「ですから、今から少しでも学園の雰囲気に慣れておきたいので、来月の文化祭を一緒に回ってほしいんです。いえ、決して下心はありません。純粋な職業意識からです。手を繋ぎたいなどと贅沢は言いません。隙あらば人気のないところに行こうなどとは思っていません。そもそもあなたがお化け屋敷なんかで怖がってくれないことは分かっています。くそ……ああ、失礼。とにかく下心はありませんし、食べたい物があればなんでも奢りますから」
カシュヴァーン様 マジ残念(挨拶)
期待の更に上を行く最初から最後まで全開に残念なカシュヴァーン様に腹筋を破壊されましたルアークのツッコミがまた的確すぎて……本編がシリアス入っててこういう能天気なお話が殆どなかった分、余計に破壊力が……
ビズログ文庫の人気作・期待作の番外編を集めたアンソロジー。シリーズの中でマトモに読んでるのが「死神姫の再婚」のみでほぼそれ目当てで買ったのでちょっと他の作品についてはよく知らないんですが、多分「神とある国の物語」以外は完全なパロディ・パラレルネタな外伝の詰め合わせのようです。

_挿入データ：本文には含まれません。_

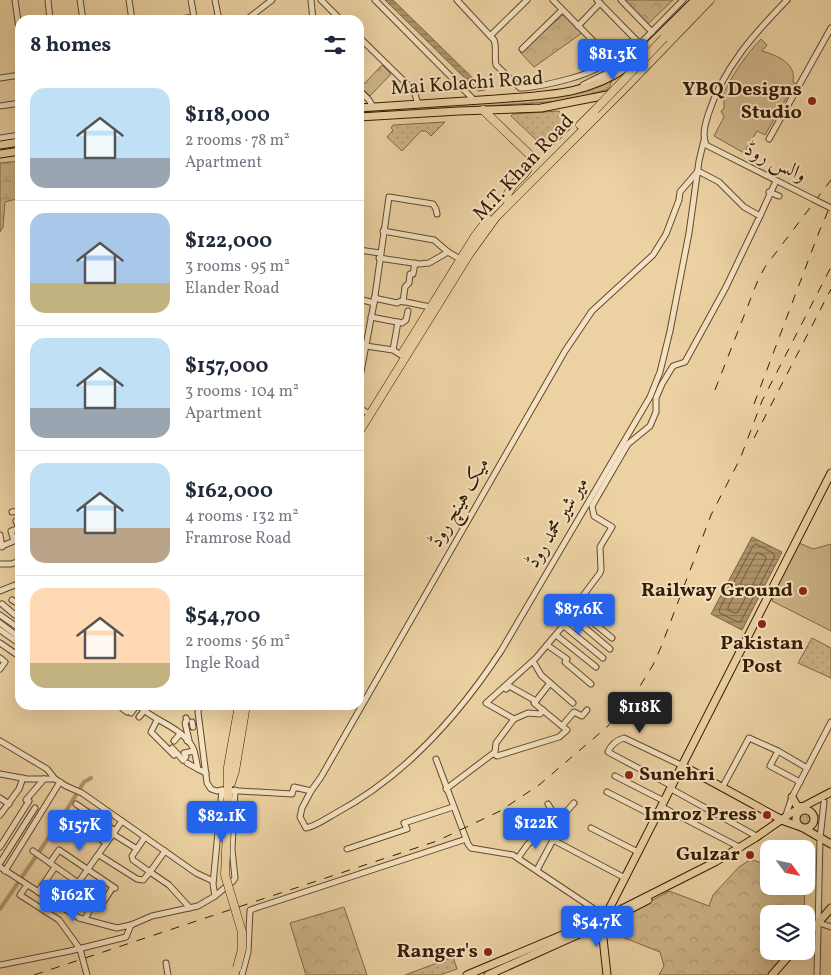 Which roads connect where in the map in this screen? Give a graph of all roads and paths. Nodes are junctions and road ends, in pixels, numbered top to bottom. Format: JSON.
{"nodes":[{"id":1,"x":15,"y":0,"type":"edge"},
{"id":2,"x":48,"y":0,"type":"edge"},
{"id":3,"x":80,"y":0,"type":"edge"},
{"id":4,"x":129,"y":0,"type":"edge"},
{"id":5,"x":191,"y":0,"type":"edge"},
{"id":6,"x":215,"y":0,"type":"edge"},
{"id":7,"x":272,"y":0,"type":"edge"},
{"id":8,"x":311,"y":0,"type":"edge"},
{"id":9,"x":321,"y":0,"type":"edge"},
{"id":10,"x":375,"y":0,"type":"edge"},
{"id":11,"x":456,"y":0,"type":"edge"},
{"id":12,"x":517,"y":0,"type":"edge"},
{"id":13,"x":527,"y":0,"type":"edge"},
{"id":14,"x":553,"y":0,"type":"edge"},
{"id":15,"x":621,"y":0,"type":"edge"},
{"id":16,"x":683,"y":0,"type":"edge"},
{"id":17,"x":695,"y":0,"type":"edge"},
{"id":18,"x":700,"y":0,"type":"edge"},
{"id":19,"x":710,"y":0,"type":"edge"},
{"id":20,"x":787,"y":0,"type":"edge"},
{"id":21,"x":598,"y":2,"type":"edge"},
{"id":22,"x":522,"y":5,"type":"junction"},
{"id":23,"x":562,"y":10,"type":"junction"},
{"id":24,"x":17,"y":15,"type":"edge"},
{"id":25,"x":50,"y":15,"type":"edge"},
{"id":26,"x":82,"y":15,"type":"edge"},
{"id":27,"x":131,"y":15,"type":"edge"},
{"id":28,"x":194,"y":15,"type":"edge"},
{"id":29,"x":218,"y":15,"type":"edge"},
{"id":30,"x":252,"y":15,"type":"edge"},
{"id":31,"x":312,"y":15,"type":"edge"},
{"id":32,"x":336,"y":15,"type":"edge"},
{"id":33,"x":666,"y":23,"type":"junction"},
{"id":34,"x":578,"y":26,"type":"junction"},
{"id":35,"x":831,"y":28,"type":"edge"},
{"id":36,"x":652,"y":32,"type":"junction"},
{"id":37,"x":491,"y":36,"type":"junction"},
{"id":38,"x":364,"y":42,"type":"edge"},
{"id":39,"x":640,"y":44,"type":"junction"},
{"id":40,"x":522,"y":49,"type":"dead end"},
{"id":41,"x":15,"y":76,"type":"edge"},
{"id":42,"x":0,"y":78,"type":"edge"},
{"id":43,"x":626,"y":87,"type":"junction"},
{"id":44,"x":566,"y":93,"type":"junction"},
{"id":45,"x":364,"y":96,"type":"edge"},
{"id":46,"x":475,"y":101,"type":"junction"},
{"id":47,"x":15,"y":104,"type":"edge"},
{"id":48,"x":418,"y":104,"type":"junction"},
{"id":49,"x":0,"y":106,"type":"edge"},
{"id":50,"x":372,"y":107,"type":"junction"},
{"id":51,"x":364,"y":108,"type":"edge"},
{"id":52,"x":483,"y":110,"type":"junction"},
{"id":53,"x":364,"y":117,"type":"edge"},
{"id":54,"x":15,"y":136,"type":"edge"},
{"id":55,"x":0,"y":138,"type":"edge"},
{"id":56,"x":769,"y":140,"type":"dead end"},
{"id":57,"x":15,"y":143,"type":"edge"},
{"id":58,"x":705,"y":143,"type":"junction"},
{"id":59,"x":0,"y":145,"type":"edge"},
{"id":60,"x":15,"y":152,"type":"edge"},
{"id":61,"x":0,"y":154,"type":"edge"},
{"id":62,"x":544,"y":164,"type":"junction"},
{"id":63,"x":698,"y":171,"type":"junction"},
{"id":64,"x":776,"y":180,"type":"junction"},
{"id":65,"x":769,"y":192,"type":"junction"},
{"id":66,"x":779,"y":196,"type":"dead end"},
{"id":67,"x":506,"y":199,"type":"junction"},
{"id":68,"x":831,"y":208,"type":"edge"},
{"id":69,"x":437,"y":214,"type":"dead end"},
{"id":70,"x":760,"y":216,"type":"junction"},
{"id":71,"x":383,"y":231,"type":"junction"},
{"id":72,"x":364,"y":251,"type":"edge"},
{"id":73,"x":448,"y":252,"type":"junction"},
{"id":74,"x":380,"y":255,"type":"junction"},
{"id":75,"x":460,"y":259,"type":"junction"},
{"id":76,"x":415,"y":263,"type":"junction"},
{"id":77,"x":364,"y":300,"type":"edge"},
{"id":78,"x":374,"y":301,"type":"junction"},
{"id":79,"x":403,"y":302,"type":"junction"},
{"id":80,"x":430,"y":308,"type":"junction"},
{"id":81,"x":408,"y":311,"type":"dead end"},
{"id":82,"x":370,"y":316,"type":"junction"},
{"id":83,"x":398,"y":322,"type":"junction"},
{"id":84,"x":365,"y":346,"type":"junction"},
{"id":85,"x":393,"y":350,"type":"junction"},
{"id":86,"x":364,"y":352,"type":"edge"},
{"id":87,"x":401,"y":355,"type":"junction"},
{"id":88,"x":364,"y":406,"type":"edge"},
{"id":89,"x":364,"y":424,"type":"edge"},
{"id":90,"x":831,"y":473,"type":"edge"},
{"id":91,"x":831,"y":482,"type":"edge"},
{"id":92,"x":12,"y":512,"type":"dead end"},
{"id":93,"x":15,"y":512,"type":"edge"},
{"id":94,"x":15,"y":529,"type":"edge"},
{"id":95,"x":0,"y":536,"type":"edge"},
{"id":96,"x":1,"y":546,"type":"edge"},
{"id":97,"x":15,"y":563,"type":"edge"},
{"id":98,"x":0,"y":564,"type":"edge"},
{"id":99,"x":15,"y":585,"type":"edge"},
{"id":100,"x":0,"y":592,"type":"edge"},
{"id":101,"x":0,"y":597,"type":"edge"},
{"id":102,"x":12,"y":600,"type":"dead end"},
{"id":103,"x":15,"y":602,"type":"edge"},
{"id":104,"x":573,"y":612,"type":"junction"},
{"id":105,"x":15,"y":614,"type":"edge"},
{"id":106,"x":0,"y":615,"type":"edge"},
{"id":107,"x":582,"y":616,"type":"junction"},
{"id":108,"x":15,"y":618,"type":"edge"},
{"id":109,"x":10,"y":622,"type":"junction"},
{"id":110,"x":0,"y":623,"type":"edge"},
{"id":111,"x":15,"y":626,"type":"edge"},
{"id":112,"x":564,"y":626,"type":"junction"},
{"id":113,"x":0,"y":630,"type":"edge"},
{"id":114,"x":7,"y":635,"type":"junction"},
{"id":115,"x":556,"y":635,"type":"junction"},
{"id":116,"x":15,"y":636,"type":"edge"},
{"id":117,"x":15,"y":638,"type":"edge"},
{"id":118,"x":612,"y":638,"type":"dead end"},
{"id":119,"x":0,"y":643,"type":"edge"},
{"id":120,"x":547,"y":645,"type":"junction"},
{"id":121,"x":15,"y":646,"type":"edge"},
{"id":122,"x":610,"y":649,"type":"dead end"},
{"id":123,"x":12,"y":651,"type":"junction"},
{"id":124,"x":604,"y":658,"type":"dead end"},
{"id":125,"x":1,"y":659,"type":"edge"},
{"id":126,"x":533,"y":660,"type":"junction"},
{"id":127,"x":596,"y":667,"type":"dead end"},
{"id":128,"x":0,"y":669,"type":"edge"},
{"id":129,"x":550,"y":683,"type":"junction"},
{"id":130,"x":591,"y":684,"type":"dead end"},
{"id":131,"x":504,"y":687,"type":"junction"},
{"id":132,"x":536,"y":701,"type":"junction"},
{"id":133,"x":364,"y":702,"type":"edge"},
{"id":134,"x":573,"y":702,"type":"dead end"},
{"id":135,"x":199,"y":710,"type":"edge"},
{"id":136,"x":238,"y":710,"type":"edge"},
{"id":137,"x":245,"y":710,"type":"edge"},
{"id":138,"x":359,"y":710,"type":"edge"},
{"id":139,"x":543,"y":710,"type":"junction"},
{"id":140,"x":587,"y":710,"type":"dead end"},
{"id":141,"x":144,"y":711,"type":"joint"},
{"id":142,"x":139,"y":717,"type":"dead end"},
{"id":143,"x":514,"y":719,"type":"junction"},
{"id":144,"x":157,"y":720,"type":"junction"},
{"id":145,"x":199,"y":722,"type":"junction"},
{"id":146,"x":831,"y":722,"type":"edge"},
{"id":147,"x":562,"y":726,"type":"junction"},
{"id":148,"x":190,"y":731,"type":"junction"},
{"id":149,"x":180,"y":734,"type":"junction"},
{"id":150,"x":0,"y":741,"type":"edge"},
{"id":151,"x":162,"y":744,"type":"junction"},
{"id":152,"x":197,"y":747,"type":"junction"},
{"id":153,"x":172,"y":748,"type":"dead end"},
{"id":154,"x":778,"y":751,"type":"junction"},
{"id":155,"x":494,"y":754,"type":"junction"},
{"id":156,"x":174,"y":755,"type":"dead end"},
{"id":157,"x":436,"y":759,"type":"dead end"},
{"id":158,"x":187,"y":763,"type":"dead end"},
{"id":159,"x":684,"y":767,"type":"junction"},
{"id":160,"x":807,"y":768,"type":"junction"},
{"id":161,"x":198,"y":769,"type":"junction"},
{"id":162,"x":206,"y":773,"type":"junction"},
{"id":163,"x":0,"y":774,"type":"edge"},
{"id":164,"x":615,"y":776,"type":"dead end"},
{"id":165,"x":23,"y":778,"type":"junction"},
{"id":166,"x":44,"y":779,"type":"junction"},
{"id":167,"x":58,"y":781,"type":"junction"},
{"id":168,"x":800,"y":782,"type":"junction"},
{"id":169,"x":673,"y":788,"type":"junction"},
{"id":170,"x":722,"y":788,"type":"junction"},
{"id":171,"x":446,"y":789,"type":"junction"},
{"id":172,"x":229,"y":790,"type":"junction"},
{"id":173,"x":311,"y":791,"type":"junction"},
{"id":174,"x":607,"y":792,"type":"dead end"},
{"id":175,"x":831,"y":792,"type":"edge"},
{"id":176,"x":792,"y":797,"type":"junction"},
{"id":177,"x":0,"y":798,"type":"edge"},
{"id":178,"x":831,"y":798,"type":"edge"},
{"id":179,"x":824,"y":802,"type":"junction"},
{"id":180,"x":574,"y":803,"type":"dead end"},
{"id":181,"x":9,"y":804,"type":"junction"},
{"id":182,"x":27,"y":804,"type":"junction"},
{"id":183,"x":76,"y":804,"type":"dead end"},
{"id":184,"x":548,"y":804,"type":"dead end"},
{"id":185,"x":664,"y":804,"type":"junction"},
{"id":186,"x":453,"y":807,"type":"junction"},
{"id":187,"x":35,"y":808,"type":"junction"},
{"id":188,"x":802,"y":809,"type":"junction"},
{"id":189,"x":41,"y":812,"type":"junction"},
{"id":190,"x":0,"y":815,"type":"edge"},
{"id":191,"x":67,"y":816,"type":"dead end"},
{"id":192,"x":656,"y":816,"type":"junction"},
{"id":193,"x":784,"y":820,"type":"junction"},
{"id":194,"x":122,"y":821,"type":"junction"},
{"id":195,"x":558,"y":821,"type":"junction"},
{"id":196,"x":592,"y":828,"type":"dead end"},
{"id":197,"x":802,"y":828,"type":"junction"},
{"id":198,"x":549,"y":829,"type":"junction"},
{"id":199,"x":114,"y":833,"type":"junction"},
{"id":200,"x":145,"y":837,"type":"junction"},
{"id":201,"x":759,"y":837,"type":"junction"},
{"id":202,"x":820,"y":838,"type":"junction"},
{"id":203,"x":466,"y":839,"type":"junction"},
{"id":204,"x":553,"y":840,"type":"junction"},
{"id":205,"x":106,"y":843,"type":"junction"},
{"id":206,"x":831,"y":844,"type":"edge"},
{"id":207,"x":0,"y":846,"type":"edge"},
{"id":208,"x":740,"y":848,"type":"junction"},
{"id":209,"x":136,"y":849,"type":"junction"},
{"id":210,"x":346,"y":849,"type":"dead end"},
{"id":211,"x":164,"y":850,"type":"junction"},
{"id":212,"x":33,"y":851,"type":"dead end"},
{"id":213,"x":638,"y":852,"type":"junction"},
{"id":214,"x":98,"y":855,"type":"junction"},
{"id":215,"x":518,"y":858,"type":"junction"},
{"id":216,"x":0,"y":863,"type":"edge"},
{"id":217,"x":50,"y":863,"type":"junction"},
{"id":218,"x":55,"y":867,"type":"junction"},
{"id":219,"x":3,"y":869,"type":"edge"},
{"id":220,"x":88,"y":870,"type":"junction"},
{"id":221,"x":537,"y":870,"type":"junction"},
{"id":222,"x":150,"y":872,"type":"junction"},
{"id":223,"x":625,"y":878,"type":"junction"},
{"id":224,"x":101,"y":879,"type":"junction"},
{"id":225,"x":213,"y":881,"type":"junction"},
{"id":226,"x":21,"y":882,"type":"junction"},
{"id":227,"x":78,"y":883,"type":"junction"},
{"id":228,"x":38,"y":892,"type":"junction"},
{"id":229,"x":92,"y":893,"type":"junction"},
{"id":230,"x":215,"y":896,"type":"junction"},
{"id":231,"x":97,"y":897,"type":"junction"},
{"id":232,"x":65,"y":908,"type":"junction"},
{"id":233,"x":190,"y":908,"type":"junction"},
{"id":234,"x":831,"y":908,"type":"edge"},
{"id":235,"x":85,"y":919,"type":"junction"},
{"id":236,"x":605,"y":919,"type":"junction"},
{"id":237,"x":819,"y":923,"type":"junction"},
{"id":238,"x":131,"y":925,"type":"junction"},
{"id":239,"x":815,"y":927,"type":"edge"},
{"id":240,"x":831,"y":927,"type":"edge"},
{"id":241,"x":80,"y":949,"type":"junction"},
{"id":242,"x":785,"y":960,"type":"edge"},
{"id":243,"x":166,"y":963,"type":"dead end"},
{"id":244,"x":1,"y":965,"type":"edge"},
{"id":245,"x":238,"y":973,"type":"edge"},
{"id":246,"x":488,"y":973,"type":"edge"},
{"id":247,"x":87,"y":975,"type":"edge"},
{"id":248,"x":168,"y":975,"type":"edge"},
{"id":249,"x":467,"y":975,"type":"edge"},
{"id":250,"x":609,"y":975,"type":"edge"},
{"id":251,"x":772,"y":975,"type":"edge"},
{"id":252,"x":817,"y":975,"type":"edge"}],
"edges":[{"from":1,"to":24,"type":"street"},
{"from":2,"to":25,"type":"street"},
{"from":3,"to":26,"type":"street"},
{"from":4,"to":27,"type":"street"},
{"from":5,"to":28,"type":"street"},
{"from":6,"to":29,"type":"street"},
{"from":7,"to":30,"type":"street"},
{"from":8,"to":31,"type":"street"},
{"from":9,"to":32,"type":"street"},
{"from":10,"to":46,"type":"street"},
{"from":11,"to":37,"type":"street"},
{"from":12,"to":22,"type":"street"},
{"from":13,"to":22,"type":"street"},
{"from":14,"to":23,"type":"street"},
{"from":15,"to":36,"type":"street"},
{"from":16,"to":33,"type":"street"},
{"from":17,"to":33,"type":"main road","name":"Mai Kolachi Road"},
{"from":18,"to":62,"type":"highway","name":"M.T. Khan Road","bridge":true},
{"from":19,"to":43,"type":"highway","name":"M.T. Khan Road"},
{"from":20,"to":58,"type":"street","name":"میر شیر محمد روڈ"},
{"from":21,"to":34,"type":"street"},
{"from":21,"to":39,"type":"street"},
{"from":22,"to":37,"type":"street"},
{"from":23,"to":34,"type":"street"},
{"from":23,"to":40,"type":"street"},
{"from":33,"to":36,"type":"street"},
{"from":33,"to":44,"type":"main road","name":"Mai Kolachi Road"},
{"from":34,"to":37,"type":"street"},
{"from":35,"to":56,"type":"street"},
{"from":36,"to":39,"type":"street"},
{"from":38,"to":48,"type":"street"},
{"from":39,"to":44,"type":"street"},
{"from":41,"to":42,"type":"street"},
{"from":43,"to":52,"type":"main road","name":"Mai Kolachi Road"},
{"from":43,"to":62,"type":"highway","name":"M.T. Khan Road"},
{"from":44,"to":46,"type":"main road","name":"Mai Kolachi Road"},
{"from":45,"to":50,"type":"street"},
{"from":46,"to":48,"type":"main road","name":"Mai Kolachi Road"},
{"from":47,"to":49,"type":"street"},
{"from":48,"to":50,"type":"main road","name":"Mai Kolachi Road"},
{"from":50,"to":51,"type":"main road","name":"Mai Kolachi Road"},
{"from":52,"to":53,"type":"main road","name":"Mai Kolachi Road"},
{"from":52,"to":67,"type":"highway"},
{"from":54,"to":55,"type":"street"},
{"from":57,"to":59,"type":"main road"},
{"from":58,"to":63,"type":"street","name":"میر شیر محمد روڈ"},
{"from":58,"to":64,"type":"street","name":"والس روڈ"},
{"from":60,"to":61,"type":"main road"},
{"from":62,"to":67,"type":"highway","name":"M.T. Khan Road"},
{"from":62,"to":89,"type":"highway","name":"M.T. Khan Road"},
{"from":63,"to":70,"type":"street"},
{"from":63,"to":133,"type":"street","name":"میک ہینچ روڈ"},
{"from":63,"to":173,"type":"street","name":"میر شیر محمد روڈ"},
{"from":64,"to":65,"type":"street"},
{"from":64,"to":68,"type":"street","name":"والس روڈ","bridge":true},
{"from":65,"to":66,"type":"street"},
{"from":65,"to":70,"type":"street"},
{"from":67,"to":75,"type":"highway","name":"M.T. Khan Road"},
{"from":69,"to":71,"type":"street"},
{"from":70,"to":104,"type":"street"},
{"from":71,"to":73,"type":"street"},
{"from":71,"to":74,"type":"street"},
{"from":72,"to":74,"type":"street"},
{"from":73,"to":75,"type":"street"},
{"from":73,"to":76,"type":"street"},
{"from":74,"to":76,"type":"street"},
{"from":74,"to":78,"type":"street"},
{"from":75,"to":80,"type":"highway","name":"M.T. Khan Road"},
{"from":76,"to":79,"type":"street"},
{"from":77,"to":78,"type":"street"},
{"from":78,"to":79,"type":"street"},
{"from":78,"to":82,"type":"street"},
{"from":79,"to":80,"type":"street"},
{"from":80,"to":87,"type":"highway","name":"M.T. Khan Road"},
{"from":81,"to":83,"type":"street"},
{"from":82,"to":83,"type":"street"},
{"from":82,"to":84,"type":"street"},
{"from":83,"to":85,"type":"street"},
{"from":84,"to":85,"type":"street"},
{"from":84,"to":86,"type":"street"},
{"from":85,"to":87,"type":"street"},
{"from":87,"to":88,"type":"highway","name":"M.T. Khan Road"},
{"from":90,"to":159,"type":"main road"},
{"from":91,"to":159,"type":"main road"},
{"from":92,"to":93,"type":"street"},
{"from":94,"to":96,"type":"street"},
{"from":95,"to":96,"type":"street"},
{"from":97,"to":98,"type":"street"},
{"from":99,"to":100,"type":"street"},
{"from":101,"to":105,"type":"street"},
{"from":102,"to":103,"type":"street"},
{"from":104,"to":107,"type":"street"},
{"from":104,"to":112,"type":"street"},
{"from":106,"to":109,"type":"street"},
{"from":107,"to":118,"type":"street"},
{"from":107,"to":122,"type":"street"},
{"from":108,"to":109,"type":"street"},
{"from":109,"to":111,"type":"street"},
{"from":110,"to":116,"type":"street"},
{"from":112,"to":115,"type":"street"},
{"from":112,"to":124,"type":"street"},
{"from":113,"to":114,"type":"street"},
{"from":114,"to":117,"type":"street"},
{"from":114,"to":119,"type":"street"},
{"from":115,"to":120,"type":"street"},
{"from":115,"to":127,"type":"street"},
{"from":119,"to":123,"type":"street"},
{"from":120,"to":126,"type":"street"},
{"from":120,"to":130,"type":"street"},
{"from":121,"to":123,"type":"street"},
{"from":123,"to":125,"type":"street"},
{"from":125,"to":128,"type":"street"},
{"from":126,"to":129,"type":"street"},
{"from":126,"to":131,"type":"street"},
{"from":129,"to":132,"type":"street"},
{"from":129,"to":134,"type":"street"},
{"from":131,"to":132,"type":"street"},
{"from":131,"to":143,"type":"street"},
{"from":132,"to":139,"type":"street"},
{"from":135,"to":145,"type":"street"},
{"from":136,"to":172,"type":"highway"},
{"from":137,"to":172,"type":"highway"},
{"from":138,"to":173,"type":"street","name":"میک ہینچ روڈ"},
{"from":139,"to":143,"type":"street"},
{"from":139,"to":147,"type":"street"},
{"from":140,"to":147,"type":"street"},
{"from":141,"to":142,"type":"street"},
{"from":141,"to":144,"type":"street"},
{"from":143,"to":155,"type":"street"},
{"from":144,"to":149,"type":"street"},
{"from":144,"to":151,"type":"street"},
{"from":145,"to":148,"type":"street"},
{"from":145,"to":152,"type":"street"},
{"from":146,"to":160,"type":"street"},
{"from":147,"to":155,"type":"street"},
{"from":148,"to":148,"type":"street"},
{"from":148,"to":149,"type":"street"},
{"from":148,"to":152,"type":"street"},
{"from":149,"to":151,"type":"street"},
{"from":150,"to":167,"type":"street"},
{"from":151,"to":156,"type":"street"},
{"from":152,"to":153,"type":"street"},
{"from":152,"to":161,"type":"street"},
{"from":152,"to":162,"type":"street"},
{"from":154,"to":160,"type":"street"},
{"from":154,"to":168,"type":"street"},
{"from":154,"to":170,"type":"street"},
{"from":155,"to":171,"type":"street"},
{"from":157,"to":171,"type":"street"},
{"from":158,"to":161,"type":"street"},
{"from":159,"to":169,"type":"main road"},
{"from":159,"to":169,"type":"street"},
{"from":159,"to":170,"type":"main road"},
{"from":160,"to":168,"type":"street"},
{"from":161,"to":162,"type":"street"},
{"from":162,"to":172,"type":"street"},
{"from":163,"to":165,"type":"street"},
{"from":164,"to":185,"type":"street"},
{"from":165,"to":166,"type":"street"},
{"from":165,"to":181,"type":"street"},
{"from":166,"to":167,"type":"street"},
{"from":166,"to":182,"type":"street"},
{"from":167,"to":189,"type":"street"},
{"from":167,"to":194,"type":"street"},
{"from":168,"to":176,"type":"street"},
{"from":169,"to":185,"type":"main road"},
{"from":169,"to":201,"type":"street"},
{"from":170,"to":193,"type":"main road"},
{"from":171,"to":186,"type":"street"},
{"from":172,"to":173,"type":"street"},
{"from":172,"to":225,"type":"street"},
{"from":172,"to":230,"type":"street"},
{"from":172,"to":245,"type":"highway","bridge":true},
{"from":174,"to":192,"type":"street"},
{"from":175,"to":188,"type":"main road"},
{"from":176,"to":188,"type":"main road"},
{"from":176,"to":193,"type":"street"},
{"from":177,"to":181,"type":"street"},
{"from":178,"to":179,"type":"main road"},
{"from":179,"to":188,"type":"main road"},
{"from":179,"to":202,"type":"street"},
{"from":180,"to":195,"type":"street"},
{"from":181,"to":190,"type":"street"},
{"from":182,"to":187,"type":"street"},
{"from":182,"to":207,"type":"street"},
{"from":183,"to":199,"type":"street"},
{"from":184,"to":195,"type":"street"},
{"from":185,"to":192,"type":"main road"},
{"from":185,"to":208,"type":"street"},
{"from":185,"to":236,"type":"main road"},
{"from":186,"to":203,"type":"street"},
{"from":186,"to":210,"type":"street"},
{"from":187,"to":189,"type":"street"},
{"from":187,"to":216,"type":"street"},
{"from":188,"to":193,"type":"main road"},
{"from":188,"to":197,"type":"main road"},
{"from":188,"to":197,"type":"main road"},
{"from":189,"to":219,"type":"street"},
{"from":191,"to":205,"type":"street"},
{"from":192,"to":213,"type":"main road"},
{"from":193,"to":197,"type":"main road"},
{"from":193,"to":201,"type":"main road"},
{"from":194,"to":199,"type":"street"},
{"from":194,"to":200,"type":"street"},
{"from":195,"to":198,"type":"street"},
{"from":196,"to":213,"type":"street"},
{"from":197,"to":202,"type":"main road"},
{"from":198,"to":204,"type":"street"},
{"from":198,"to":215,"type":"street"},
{"from":199,"to":205,"type":"street"},
{"from":199,"to":209,"type":"street"},
{"from":200,"to":209,"type":"street"},
{"from":200,"to":211,"type":"street"},
{"from":201,"to":208,"type":"main road"},
{"from":202,"to":206,"type":"main road"},
{"from":202,"to":237,"type":"street"},
{"from":203,"to":215,"type":"street"},
{"from":203,"to":245,"type":"street"},
{"from":204,"to":221,"type":"street"},
{"from":204,"to":223,"type":"street"},
{"from":205,"to":214,"type":"street"},
{"from":208,"to":236,"type":"main road"},
{"from":209,"to":222,"type":"street"},
{"from":211,"to":222,"type":"street"},
{"from":211,"to":225,"type":"street"},
{"from":212,"to":217,"type":"street"},
{"from":213,"to":223,"type":"main road"},
{"from":214,"to":220,"type":"street"},
{"from":214,"to":222,"type":"street"},
{"from":215,"to":221,"type":"street"},
{"from":217,"to":218,"type":"street"},
{"from":217,"to":220,"type":"street"},
{"from":218,"to":227,"type":"street"},
{"from":218,"to":228,"type":"street"},
{"from":219,"to":226,"type":"street"},
{"from":220,"to":224,"type":"street"},
{"from":220,"to":227,"type":"street"},
{"from":221,"to":236,"type":"street"},
{"from":222,"to":233,"type":"street"},
{"from":223,"to":236,"type":"main road"},
{"from":224,"to":229,"type":"street"},
{"from":224,"to":231,"type":"street"},
{"from":225,"to":230,"type":"street"},
{"from":226,"to":228,"type":"street"},
{"from":226,"to":241,"type":"street"},
{"from":227,"to":229,"type":"street"},
{"from":227,"to":232,"type":"street"},
{"from":228,"to":232,"type":"street"},
{"from":229,"to":231,"type":"street"},
{"from":230,"to":233,"type":"street"},
{"from":231,"to":235,"type":"street"},
{"from":232,"to":235,"type":"street"},
{"from":233,"to":238,"type":"street"},
{"from":234,"to":237,"type":"main road"},
{"from":235,"to":238,"type":"street"},
{"from":236,"to":246,"type":"main road"},
{"from":236,"to":250,"type":"main road"},
{"from":237,"to":239,"type":"main road"},
{"from":237,"to":240,"type":"street"},
{"from":237,"to":252,"type":"street"},
{"from":238,"to":241,"type":"street"},
{"from":241,"to":244,"type":"street"},
{"from":241,"to":247,"type":"street"},
{"from":242,"to":251,"type":"main road"},
{"from":243,"to":248,"type":"street"},
{"from":246,"to":249,"type":"main road"}]}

個人的に「死神姫」以外で一番のお気に入りだったのは「おこぼれ姫と円卓の騎士 アンラッキースパイシーラブ」。突然マフィアの次期頭首候補として指名されてしまったヒロインが警察官のデュークと自分の立場を隠して恋に落ちるお話。実の兄をはじめとしたマフィアのファミリー達に振り回されながらも、ただ状況に振り回されるのではなく、彼らの上に立つ為の力を付けながら最終的には彼らを撲滅するため頑張ろうとする姿が男前過ぎました。
元の作品は、中世ファンタジーらしいよ!↓
「さっさと頭を下げなさい!」←この女王様が、スゴイ!!!
ソルヴェール国の第一王女・レティーツィアは、将来自分が“女王になる”ことを知っていた??。結果、優秀な兄たちの“おこぼれ”で王位が転がり込んできたレティは、王の専属騎士団(ナイツ・オブ・ラウンド)を作るべく、漢(おとこ)の中の男と評判の騎士・デュークを強引に勧誘。けれど彼は「『おこぼれ姫』の愛人と呼ばれるのは願い下げ」と一刀両断!!ますます彼がほしくなったレティは……!?第13回えんため大賞優秀賞受賞作!!
もうひとつ面白かったのは「双界幻幽伝 竹取物語だけどかぐや姫は月に還りたくないそうです。」。以前だれかにオススメされた時に聞いたときはヒロインの引きこもり属性がとても気になっていたんだけど、舞台が中世日本になったせいで聞いていたほど引きこもり属性的ななにかは感じず、その分、蒼刻の無双っぷりと静心のシスコンぶりが光っていたような。次から次へと無茶振りをふっかける静心の鬼舅具合とあるときは悠々と、またある時は必死に静心の出す試練を乗り越えていく蒼刻のやりとりが楽しかったです。
元の作品は、中華ファンタジーらしいです。
噂の「天然公主」は超引きこもり! 幽霊もビックリの中華ファンタジー開幕!
姚朧月は死者の霊=幽鬼が見える少女。ユーモラスな幽鬼に囲まれて育ったので、感性がちょっと変わっている。──ついたあだ名が「天然公主」! そんな彼女のもとに、劉蒼刻という武人がやってきた。幽鬼が見える朧月にどうやら依頼があるらしい。嫌がる朧月に、「とりあえず連れ出せば、あとはなるようになるだろう」と、蒼刻は無理やり連れ出してしまい──!?
しかし、本編とリンクがやや強いせいで世界観・キャラがつかみきれなかった「瑠璃龍守護録」と「神とある国の物語」、登場するキャラ数が多い「闇の皇太子」の3つに関しては、正直原作読んでないと厳しいものがある気がする。各作品、それなりに未読者への配慮はあるんですが……正直元作品のあらすじと簡単なキャラクター紹介くらいは載せてくれてもよかったんじゃないかなあ。楽しめた2つも含めて、世界観設定自体を変えてしまっている作品が殆どだったため結局これどういう話なんですかという話が多くて、そこはちょっと残念でした。
とりあえず、「おこぼれ姫」と「双界幻幽伝」はちかいうちによんでみたいとおもいます。